*Stored data*:
|---|

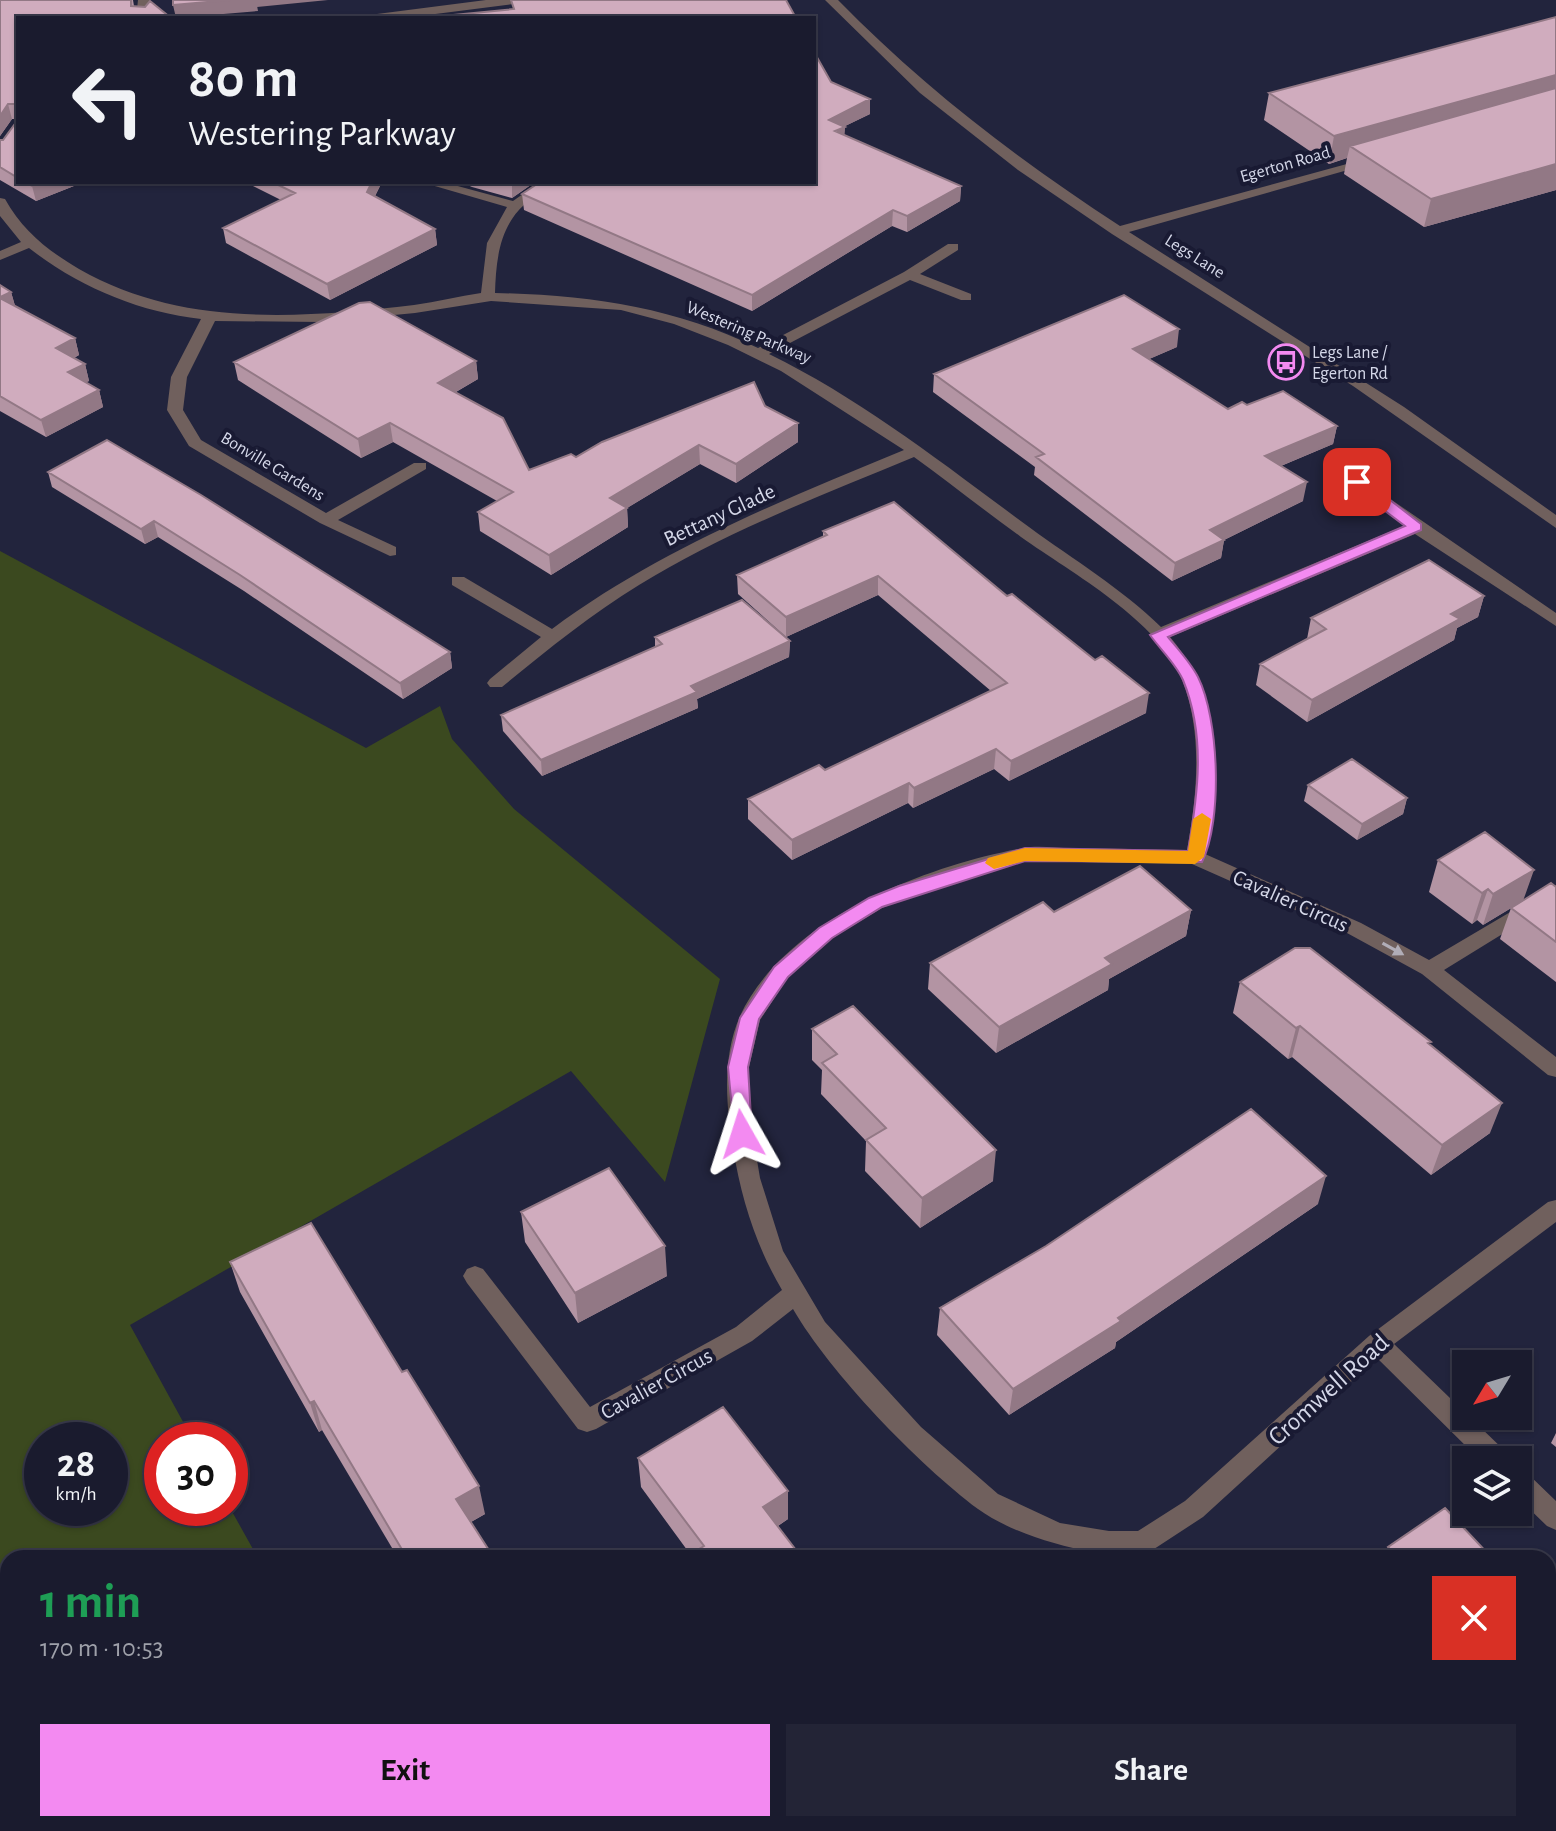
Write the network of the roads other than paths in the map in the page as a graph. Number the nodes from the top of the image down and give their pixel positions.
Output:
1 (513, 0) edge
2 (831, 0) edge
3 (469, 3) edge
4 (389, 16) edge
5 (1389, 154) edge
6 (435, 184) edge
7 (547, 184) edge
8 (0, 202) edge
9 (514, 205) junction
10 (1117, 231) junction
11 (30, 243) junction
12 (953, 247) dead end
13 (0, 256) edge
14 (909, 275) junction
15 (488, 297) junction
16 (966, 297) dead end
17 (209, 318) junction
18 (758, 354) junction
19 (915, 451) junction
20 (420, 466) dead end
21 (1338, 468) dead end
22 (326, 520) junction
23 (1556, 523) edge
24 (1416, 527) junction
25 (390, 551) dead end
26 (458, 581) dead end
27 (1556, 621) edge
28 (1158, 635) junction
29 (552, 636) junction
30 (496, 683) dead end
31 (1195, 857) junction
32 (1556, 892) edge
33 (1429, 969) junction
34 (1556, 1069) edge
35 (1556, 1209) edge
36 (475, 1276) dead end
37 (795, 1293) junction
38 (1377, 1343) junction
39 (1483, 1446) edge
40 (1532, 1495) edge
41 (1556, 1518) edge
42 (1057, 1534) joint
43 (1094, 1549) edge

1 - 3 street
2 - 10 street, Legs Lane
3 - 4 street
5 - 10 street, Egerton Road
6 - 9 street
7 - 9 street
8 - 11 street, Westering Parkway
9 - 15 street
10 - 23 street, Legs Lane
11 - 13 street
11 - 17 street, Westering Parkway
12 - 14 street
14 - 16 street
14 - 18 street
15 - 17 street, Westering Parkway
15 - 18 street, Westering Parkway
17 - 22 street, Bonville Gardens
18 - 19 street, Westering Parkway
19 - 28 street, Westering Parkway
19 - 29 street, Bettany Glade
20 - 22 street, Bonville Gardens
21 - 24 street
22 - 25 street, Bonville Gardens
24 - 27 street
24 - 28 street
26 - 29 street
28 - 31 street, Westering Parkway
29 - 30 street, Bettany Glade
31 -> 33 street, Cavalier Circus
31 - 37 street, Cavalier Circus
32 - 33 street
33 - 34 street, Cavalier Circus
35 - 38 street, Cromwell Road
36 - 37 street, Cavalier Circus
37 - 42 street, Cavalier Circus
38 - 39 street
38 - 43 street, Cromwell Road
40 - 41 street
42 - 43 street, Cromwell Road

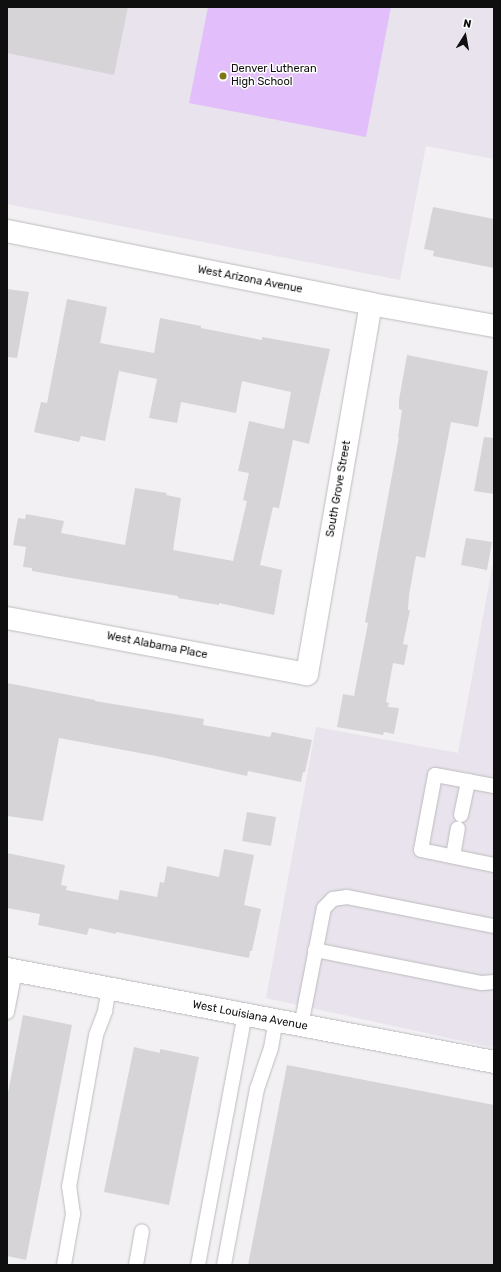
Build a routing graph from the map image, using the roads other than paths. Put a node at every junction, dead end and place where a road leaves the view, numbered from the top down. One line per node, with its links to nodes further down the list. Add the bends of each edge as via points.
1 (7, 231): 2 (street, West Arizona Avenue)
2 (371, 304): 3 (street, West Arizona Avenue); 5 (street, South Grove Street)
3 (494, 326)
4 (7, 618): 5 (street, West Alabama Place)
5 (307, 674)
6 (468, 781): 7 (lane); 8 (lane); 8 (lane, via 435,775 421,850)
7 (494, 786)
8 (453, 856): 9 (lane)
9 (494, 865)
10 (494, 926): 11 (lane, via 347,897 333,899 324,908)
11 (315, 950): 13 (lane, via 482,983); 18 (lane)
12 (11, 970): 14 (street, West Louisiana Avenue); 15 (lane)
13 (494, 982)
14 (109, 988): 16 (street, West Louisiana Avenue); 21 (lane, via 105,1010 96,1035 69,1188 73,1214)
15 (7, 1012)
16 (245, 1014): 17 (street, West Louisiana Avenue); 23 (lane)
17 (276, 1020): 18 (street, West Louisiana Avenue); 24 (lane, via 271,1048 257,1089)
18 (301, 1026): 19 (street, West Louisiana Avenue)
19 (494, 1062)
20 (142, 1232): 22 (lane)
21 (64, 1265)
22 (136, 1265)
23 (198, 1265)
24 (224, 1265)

|---|

*AIM OF THE EXERCISE*: Give the data above again exactly. Leave the pictures out.

*EXERCISE RESULT*:
Write the network of the roads other than paths in the map in the page as a graph. Number the nodes from the top of the image down and give their pixel positions.
Output:
1 (513, 0) edge
2 (831, 0) edge
3 (469, 3) edge
4 (389, 16) edge
5 (1389, 154) edge
6 (435, 184) edge
7 (547, 184) edge
8 (0, 202) edge
9 (514, 205) junction
10 (1117, 231) junction
11 (30, 243) junction
12 (953, 247) dead end
13 (0, 256) edge
14 (909, 275) junction
15 (488, 297) junction
16 (966, 297) dead end
17 (209, 318) junction
18 (758, 354) junction
19 (915, 451) junction
20 (420, 466) dead end
21 (1338, 468) dead end
22 (326, 520) junction
23 (1556, 523) edge
24 (1416, 527) junction
25 (390, 551) dead end
26 (458, 581) dead end
27 (1556, 621) edge
28 (1158, 635) junction
29 (552, 636) junction
30 (496, 683) dead end
31 (1195, 857) junction
32 (1556, 892) edge
33 (1429, 969) junction
34 (1556, 1069) edge
35 (1556, 1209) edge
36 (475, 1276) dead end
37 (795, 1293) junction
38 (1377, 1343) junction
39 (1483, 1446) edge
40 (1532, 1495) edge
41 (1556, 1518) edge
42 (1057, 1534) joint
43 (1094, 1549) edge

1 - 3 street
2 - 10 street, Legs Lane
3 - 4 street
5 - 10 street, Egerton Road
6 - 9 street
7 - 9 street
8 - 11 street, Westering Parkway
9 - 15 street
10 - 23 street, Legs Lane
11 - 13 street
11 - 17 street, Westering Parkway
12 - 14 street
14 - 16 street
14 - 18 street
15 - 17 street, Westering Parkway
15 - 18 street, Westering Parkway
17 - 22 street, Bonville Gardens
18 - 19 street, Westering Parkway
19 - 28 street, Westering Parkway
19 - 29 street, Bettany Glade
20 - 22 street, Bonville Gardens
21 - 24 street
22 - 25 street, Bonville Gardens
24 - 27 street
24 - 28 street
26 - 29 street
28 - 31 street, Westering Parkway
29 - 30 street, Bettany Glade
31 -> 33 street, Cavalier Circus
31 - 37 street, Cavalier Circus
32 - 33 street
33 - 34 street, Cavalier Circus
35 - 38 street, Cromwell Road
36 - 37 street, Cavalier Circus
37 - 42 street, Cavalier Circus
38 - 39 street
38 - 43 street, Cromwell Road
40 - 41 street
42 - 43 street, Cromwell Road

Build a routing graph from the map image, using the roads other than paths. Put a node at every junction, dead end and place where a road leaves the view, numbered from the top down. One line per node, with its links to nodes further down the list. Add the bends of each edge as via points.
1 (7, 231): 2 (street, West Arizona Avenue)
2 (371, 304): 3 (street, West Arizona Avenue); 5 (street, South Grove Street)
3 (494, 326)
4 (7, 618): 5 (street, West Alabama Place)
5 (307, 674)
6 (468, 781): 7 (lane); 8 (lane); 8 (lane, via 435,775 421,850)
7 (494, 786)
8 (453, 856): 9 (lane)
9 (494, 865)
10 (494, 926): 11 (lane, via 347,897 333,899 324,908)
11 (315, 950): 13 (lane, via 482,983); 18 (lane)
12 (11, 970): 14 (street, West Louisiana Avenue); 15 (lane)
13 (494, 982)
14 (109, 988): 16 (street, West Louisiana Avenue); 21 (lane, via 105,1010 96,1035 69,1188 73,1214)
15 (7, 1012)
16 (245, 1014): 17 (street, West Louisiana Avenue); 23 (lane)
17 (276, 1020): 18 (street, West Louisiana Avenue); 24 (lane, via 271,1048 257,1089)
18 (301, 1026): 19 (street, West Louisiana Avenue)
19 (494, 1062)
20 (142, 1232): 22 (lane)
21 (64, 1265)
22 (136, 1265)
23 (198, 1265)
24 (224, 1265)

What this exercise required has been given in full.